In contrast, Google was a leader in A.I. long before it got into the smart speaker game. Its search engine spent years figuring out what people meant when they typed different types of queries. And it developed the Google Assistant for smartphones before it built its smart speaker, the Home.
When Google first rolled out the Home, its Assistant A.I. struggled with some of the basic commands that Alexa had already mastered. But it has improved rapidly in that regard. And from the beginning, the Google Assistant has outperformed its rival when it comes to searching the web, answering questions about the world, or understanding conversational syntax.
Google also has an equivalent of Skills, called Actions. It has far fewer third-party Actions than Alexa has Skills. The advantage is that there’s more that you can do with Google just by asking it direct questions. Ask Google how to cook a hamburger on the stove, and it will not only pick out an appropriate recipe but walk you through it step by step, waiting until you’ve completed each one before advancing to the next. Alexa recommends a quinoa black-bean burger (healthy, but not what I had in mind), then reads you the list of ingredients all at once and offers to send you the recipe on your Alexa app. It’s possible to coax smarter recipe answers from Alexa, but you have to know what Skill to call on.

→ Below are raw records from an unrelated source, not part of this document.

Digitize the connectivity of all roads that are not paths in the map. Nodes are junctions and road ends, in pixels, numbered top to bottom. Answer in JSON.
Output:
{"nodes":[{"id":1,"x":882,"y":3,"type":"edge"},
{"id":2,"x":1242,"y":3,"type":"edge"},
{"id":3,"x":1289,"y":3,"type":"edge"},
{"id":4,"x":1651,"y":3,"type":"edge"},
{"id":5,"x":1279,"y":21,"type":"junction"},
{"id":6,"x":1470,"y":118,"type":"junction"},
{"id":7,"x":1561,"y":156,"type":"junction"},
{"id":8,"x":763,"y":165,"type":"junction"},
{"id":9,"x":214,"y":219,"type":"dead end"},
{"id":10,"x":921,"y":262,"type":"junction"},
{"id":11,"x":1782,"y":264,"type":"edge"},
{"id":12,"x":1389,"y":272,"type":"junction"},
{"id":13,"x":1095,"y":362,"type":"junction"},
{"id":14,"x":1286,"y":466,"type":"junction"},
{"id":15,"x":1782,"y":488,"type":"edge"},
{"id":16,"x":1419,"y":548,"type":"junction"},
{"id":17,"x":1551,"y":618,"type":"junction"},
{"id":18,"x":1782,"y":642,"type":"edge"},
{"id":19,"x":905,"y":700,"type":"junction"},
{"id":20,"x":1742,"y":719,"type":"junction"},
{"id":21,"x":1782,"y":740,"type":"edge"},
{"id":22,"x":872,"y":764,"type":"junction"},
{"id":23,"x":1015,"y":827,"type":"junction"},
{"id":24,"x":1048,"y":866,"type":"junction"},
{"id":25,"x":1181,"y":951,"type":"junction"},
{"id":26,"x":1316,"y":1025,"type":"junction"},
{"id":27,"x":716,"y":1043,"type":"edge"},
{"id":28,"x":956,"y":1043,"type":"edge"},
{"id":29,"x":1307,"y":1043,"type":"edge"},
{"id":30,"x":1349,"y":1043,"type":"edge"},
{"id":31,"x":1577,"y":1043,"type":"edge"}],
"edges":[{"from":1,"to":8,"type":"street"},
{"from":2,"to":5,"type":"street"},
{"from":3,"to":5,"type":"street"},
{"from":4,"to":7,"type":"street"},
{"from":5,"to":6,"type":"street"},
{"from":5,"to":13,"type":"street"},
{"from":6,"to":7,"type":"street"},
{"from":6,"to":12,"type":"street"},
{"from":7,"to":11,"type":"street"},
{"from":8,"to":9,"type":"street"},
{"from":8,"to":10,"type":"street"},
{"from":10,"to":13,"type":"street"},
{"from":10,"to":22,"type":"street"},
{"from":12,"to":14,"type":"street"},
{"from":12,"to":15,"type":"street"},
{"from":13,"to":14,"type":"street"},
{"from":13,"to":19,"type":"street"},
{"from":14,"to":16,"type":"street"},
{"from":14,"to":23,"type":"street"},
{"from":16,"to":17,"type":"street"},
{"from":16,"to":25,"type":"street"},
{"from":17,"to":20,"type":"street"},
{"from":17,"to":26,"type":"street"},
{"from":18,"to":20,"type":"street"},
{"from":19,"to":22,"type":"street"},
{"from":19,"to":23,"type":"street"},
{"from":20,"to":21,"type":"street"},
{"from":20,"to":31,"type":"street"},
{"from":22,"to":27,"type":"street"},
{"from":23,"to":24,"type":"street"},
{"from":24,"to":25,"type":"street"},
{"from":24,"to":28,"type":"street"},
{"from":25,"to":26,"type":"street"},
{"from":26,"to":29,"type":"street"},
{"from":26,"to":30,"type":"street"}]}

Ask Google to tell you a children’s story, and it will launch into a short parable courtesy
of the kids’ audio story service Storynory. Ask Alexa, and its first thought is to dive into a full-on, lengthy audiobook from Amazon-owned Audible, starting with the title page. You can get Storynory on Alexa, but again, you have to ask for it by name.
In case you were wondering whether my interests just happen to coincide with Google’s strengths: It isn’t just me. In test after test, the Google Assistant answers more questions than Alexa, and answers them more accurately. (Apple’s HomePod tends to lag both.) Separate studies by Stone Temple, Loup Ventures, and Tom’s Guide all ranked Google Assistant on top.

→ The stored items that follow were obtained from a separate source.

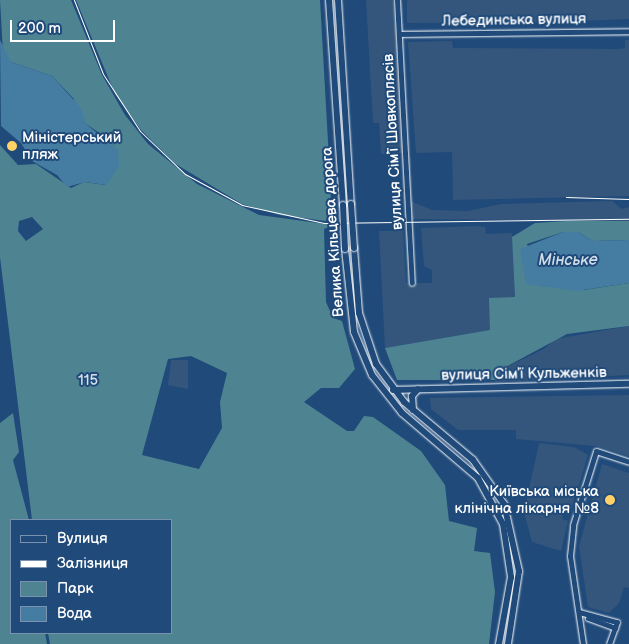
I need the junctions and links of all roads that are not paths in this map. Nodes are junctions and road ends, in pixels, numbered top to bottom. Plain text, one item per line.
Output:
1 (329, 0) edge
2 (397, 0) edge
3 (338, 1) edge
4 (629, 30) edge
5 (399, 34) junction
6 (412, 283) dead end
7 (629, 384) edge
8 (419, 388) junction
9 (393, 390) junction
10 (413, 411) junction
11 (629, 462) edge
12 (579, 614) junction
13 (615, 628) junction
14 (499, 644) edge
15 (508, 644) edge
16 (583, 644) edge
17 (609, 644) edge

1 - 14 main road, Велика Кільцева дорога, bridge
2 - 5 street, вулиця Сімʼї Шовкоплясів
3 - 9 main road, Велика Кільцева дорога, bridge
4 - 5 street, Лебединська вулиця
5 - 6 street, вулиця Сімʼї Шовкоплясів
7 - 8 main road, вулиця Сімʼї Кульженків
8 - 9 main road, вулиця Сімʼї Кульженків
8 - 10 main road, вулиця Сімʼї Кульженків
9 - 10 main road, Велика Кільцева дорога
10 - 15 main road, Велика Кільцева дорога
11 - 12 street
12 - 13 street
12 - 13 street
12 - 16 street
13 - 17 street

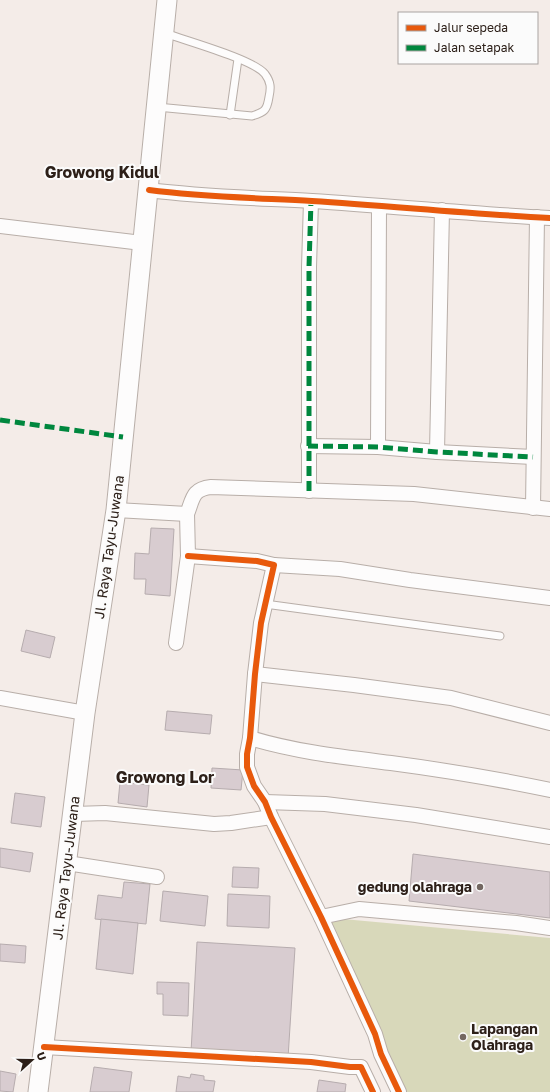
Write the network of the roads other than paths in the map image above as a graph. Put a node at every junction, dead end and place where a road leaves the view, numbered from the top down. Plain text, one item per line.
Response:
1 (167, 0) edge
2 (163, 33) junction
3 (238, 59) junction
4 (157, 107) junction
5 (230, 115) junction
6 (149, 190) junction
7 (311, 201) junction
8 (379, 206) junction
9 (442, 210) junction
10 (544, 218) edge
11 (0, 226) edge
12 (142, 243) junction
13 (308, 446) junction
14 (378, 447) junction
15 (437, 452) junction
16 (534, 457) junction
17 (309, 491) junction
18 (533, 508) junction
19 (550, 509) edge
20 (116, 510) junction
21 (187, 514) junction
22 (188, 556) junction
23 (274, 565) junction
24 (550, 598) edge
25 (265, 604) junction
26 (500, 636) dead end
27 (176, 643) dead end
28 (255, 674) junction
29 (0, 698) edge
30 (85, 714) junction
31 (550, 723) edge
32 (250, 738) junction
33 (550, 790) edge
34 (265, 802) junction
35 (81, 813) junction
36 (271, 817) junction
37 (550, 837) edge
38 (66, 863) junction
39 (157, 877) dead end
40 (322, 917) junction
41 (550, 928) edge
42 (44, 1047) junction
43 (370, 1061) junction
44 (38, 1092) edge
45 (373, 1092) edge
46 (399, 1092) edge

1 - 2 main road, Jl. Raya Tayu-Juwana
2 - 3 lane
2 - 4 main road, Jl. Raya Tayu-Juwana
3 - 5 lane
3 - 5 lane
4 - 5 lane
4 - 6 main road, Jl. Raya Tayu-Juwana
6 - 7 street
6 - 12 main road, Jl. Raya Tayu-Juwana
7 - 8 street
7 - 13 street
8 - 9 street
8 - 14 street
9 - 10 street
9 - 15 street
10 - 16 street
11 - 12 street
12 - 20 main road, Jl. Raya Tayu-Juwana
13 - 14 street
13 - 17 street
14 - 15 street
15 - 16 street
16 - 18 street
17 - 18 street
17 - 21 street
18 - 19 street
20 - 21 street
20 - 30 main road, Jl. Raya Tayu-Juwana
21 - 22 street
22 - 23 street
22 - 27 street
23 - 24 street
23 - 25 street
25 - 26 lane
25 - 28 street
28 - 31 street
28 - 32 street
29 - 30 street
30 - 35 main road, Jl. Raya Tayu-Juwana
32 - 33 street
32 - 34 street
34 - 36 street
34 - 37 street
35 - 36 street
35 - 38 main road, Jl. Raya Tayu-Juwana
36 - 40 street
38 - 39 street
38 - 42 main road, Jl. Raya Tayu-Juwana
40 - 41 street
40 - 43 street
42 - 43 street
42 - 44 main road, Jl. Raya Tayu-Juwana
43 - 45 street
43 - 46 street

By some measures, Alexa has been catching up. Its improvement has certainly been noticeable from the time I switched to Google in early 2017 and when I switched back last month. For general-knowledge questions it hadn’t been hard-coded to answer, it used to just start reading verbatim from Wikipedia pages. Now it does a better job of picking out the information most relevant to your question—though still not as reliably as Google.
Amazon has also been working hard to allow Alexa to invoke relevant Skills even when the user doesn’t ask for them by name. That’s an important project, and one that could help Amazon close the gap in a hurry.

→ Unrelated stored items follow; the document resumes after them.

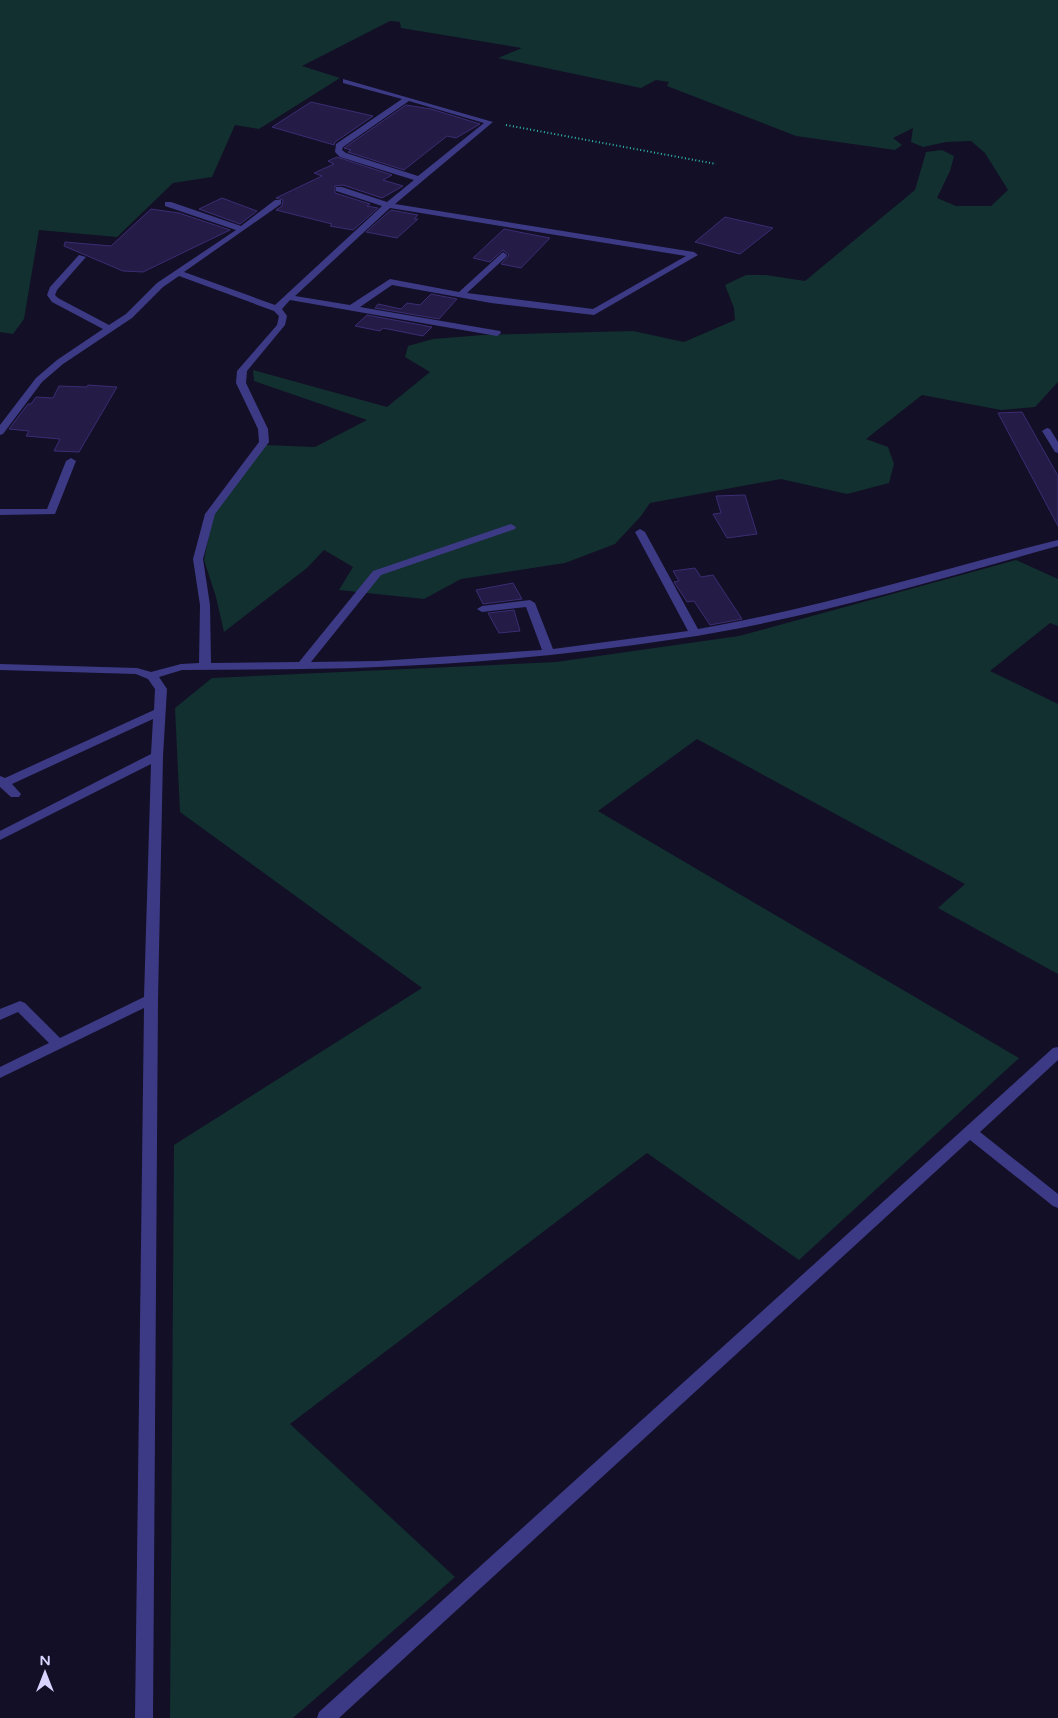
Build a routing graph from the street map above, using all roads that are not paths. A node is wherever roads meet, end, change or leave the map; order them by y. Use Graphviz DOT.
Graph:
graph roads {
  1 [pos="346,81"];
  2 [pos="408,99"];
  3 [pos="420,179"];
  4 [pos="339,189"];
  5 [pos="278,202"];
  6 [pos="168,204"];
  7 [pos="388,205"];
  8 [pos="242,229"];
  9 [pos="503,254"];
  10 [pos="82,257"];
  11 [pos="179,273"];
  12 [pos="460,295"];
  13 [pos="288,297"];
  14 [pos="352,308"];
  15 [pos="277,309"];
  16 [pos="108,329"];
  17 [pos="497,333"];
  18 [pos="1047,431"];
  19 [pos="0,432"];
  20 [pos="1058,450"];
  21 [pos="72,462"];
  22 [pos="0,512"];
  23 [pos="511,527"];
  24 [pos="640,532"];
  25 [pos="1058,543"];
  26 [pos="482,609"];
  27 [pos="695,633"];
  28 [pos="549,653"];
  29 [pos="302,665"];
  30 [pos="0,667"];
  31 [pos="205,667"];
  32 [pos="152,676"];
  33 [pos="160,712"];
  34 [pos="157,756"];
  35 [pos="2,782"];
  36 [pos="15,794"];
  37 [pos="0,836"];
  38 [pos="151,999"];
  39 [pos="0,1015"];
  40 [pos="58,1044"];
  41 [pos="1058,1052"];
  42 [pos="0,1073"];
  43 [pos="970,1132"];
  44 [pos="1058,1202"];
  45 [pos="144,1718"];
  46 [pos="326,1718"];
  1 -- 2 [label="street"];
  2 -- 3 [label="street"];
  2 -- 3 [label="street"];
  3 -- 7 [label="street"];
  4 -- 7 [label="street"];
  5 -- 8 [label="street"];
  6 -- 8 [label="street"];
  7 -- 12 [label="street"];
  7 -- 13 [label="street"];
  8 -- 11 [label="street"];
  9 -- 12 [label="street"];
  10 -- 16 [label="street"];
  11 -- 15 [label="street"];
  11 -- 16 [label="street"];
  12 -- 14 [label="street"];
  13 -- 14 [label="street"];
  13 -- 15 [label="street"];
  14 -- 17 [label="street"];
  15 -- 31 [label="street"];
  16 -- 19 [label="street"];
  18 -- 20 [label="street"];
  21 -- 22 [label="street"];
  23 -- 29 [label="street"];
  24 -- 27 [label="street"];
  25 -- 27 [label="street"];
  26 -- 28 [label="street"];
  27 -- 28 [label="street"];
  28 -- 29 [label="street"];
  29 -- 31 [label="street"];
  30 -- 32 [label="street"];
  31 -- 32 [label="street"];
  32 -- 33 [label="street"];
  33 -- 34 [label="street"];
  33 -- 35 [label="street"];
  34 -- 37 [label="street"];
  34 -- 38 [label="street"];
  35 -- 36 [label="street"];
  38 -- 40 [label="street"];
  38 -- 45 [label="street"];
  39 -- 40 [label="street"];
  40 -- 42 [label="street"];
  41 -- 43 [label="street"];
  43 -- 44 [label="street"];
  43 -- 46 [label="street"];
}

For now, the biggest differences crop up among the long tail of specialized knowledge questions that you’d expect a search engine to be able to answer, but not necessarily a smart speaker. Both assistants can tell you who was the last Democratic president, how far the sun is from the Earth, or how to remove a stain from a shirt—the kind of questions you might see in an Alexa commercial. But ask the difference between a gabled roof and a hip roof, when apple season ends, or how to rid your basement of spiders, and only Google will answer. Alexa gives a stumped “hmm, I’m not sure,” or, “Sorry, I don’t know that one.”
That might not sound like a big deal, and in any given instance, it probably isn’t. Over time, however, I found that our family learned to stop expecting as much of Alexa as we did of Google. We stopped pushing the boundaries, stopped asking complex questions just to see if it could impress us, and stuck to the stuff we knew it could handle. Now, when I want to do something new on Alexa, I often find myself looking up the relevant Skill… on Google.